● **ACTIVITY**:
Without carrying over a single picture, write out the records below exactly.

● **DATA PROVIDED**:
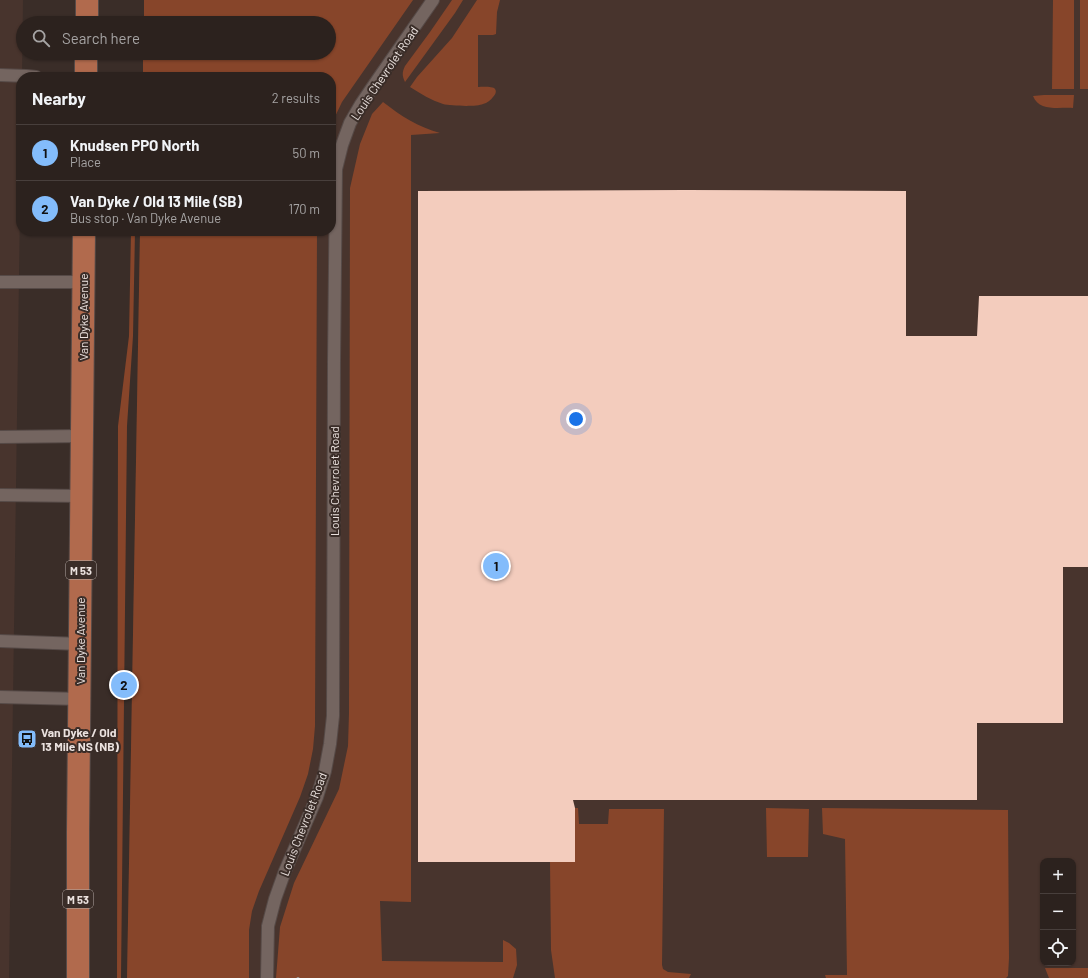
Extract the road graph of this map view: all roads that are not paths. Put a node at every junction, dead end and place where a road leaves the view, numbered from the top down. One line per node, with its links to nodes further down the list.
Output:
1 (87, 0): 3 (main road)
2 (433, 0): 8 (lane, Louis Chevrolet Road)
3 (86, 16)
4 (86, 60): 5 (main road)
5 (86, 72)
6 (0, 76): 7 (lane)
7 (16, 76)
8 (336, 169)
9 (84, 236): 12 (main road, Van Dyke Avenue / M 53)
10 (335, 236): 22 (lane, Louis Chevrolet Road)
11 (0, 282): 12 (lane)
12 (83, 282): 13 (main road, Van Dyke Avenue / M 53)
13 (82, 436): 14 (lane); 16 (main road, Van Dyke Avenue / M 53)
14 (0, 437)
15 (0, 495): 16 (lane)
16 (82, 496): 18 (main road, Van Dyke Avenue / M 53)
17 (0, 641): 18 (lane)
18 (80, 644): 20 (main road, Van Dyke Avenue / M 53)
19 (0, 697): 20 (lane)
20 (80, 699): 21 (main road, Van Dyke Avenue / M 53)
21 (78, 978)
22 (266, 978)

● **RESPONSE TO THIS TASK**:
Extract the road graph of this map view: all roads that are not paths. Put a node at every junction, dead end and place where a road leaves the view, numbered from the top down. One line per node, with its links to nodes further down the list.
Output:
1 (87, 0): 3 (main road)
2 (433, 0): 8 (lane, Louis Chevrolet Road)
3 (86, 16)
4 (86, 60): 5 (main road)
5 (86, 72)
6 (0, 76): 7 (lane)
7 (16, 76)
8 (336, 169)
9 (84, 236): 12 (main road, Van Dyke Avenue / M 53)
10 (335, 236): 22 (lane, Louis Chevrolet Road)
11 (0, 282): 12 (lane)
12 (83, 282): 13 (main road, Van Dyke Avenue / M 53)
13 (82, 436): 14 (lane); 16 (main road, Van Dyke Avenue / M 53)
14 (0, 437)
15 (0, 495): 16 (lane)
16 (82, 496): 18 (main road, Van Dyke Avenue / M 53)
17 (0, 641): 18 (lane)
18 (80, 644): 20 (main road, Van Dyke Avenue / M 53)
19 (0, 697): 20 (lane)
20 (80, 699): 21 (main road, Van Dyke Avenue / M 53)
21 (78, 978)
22 (266, 978)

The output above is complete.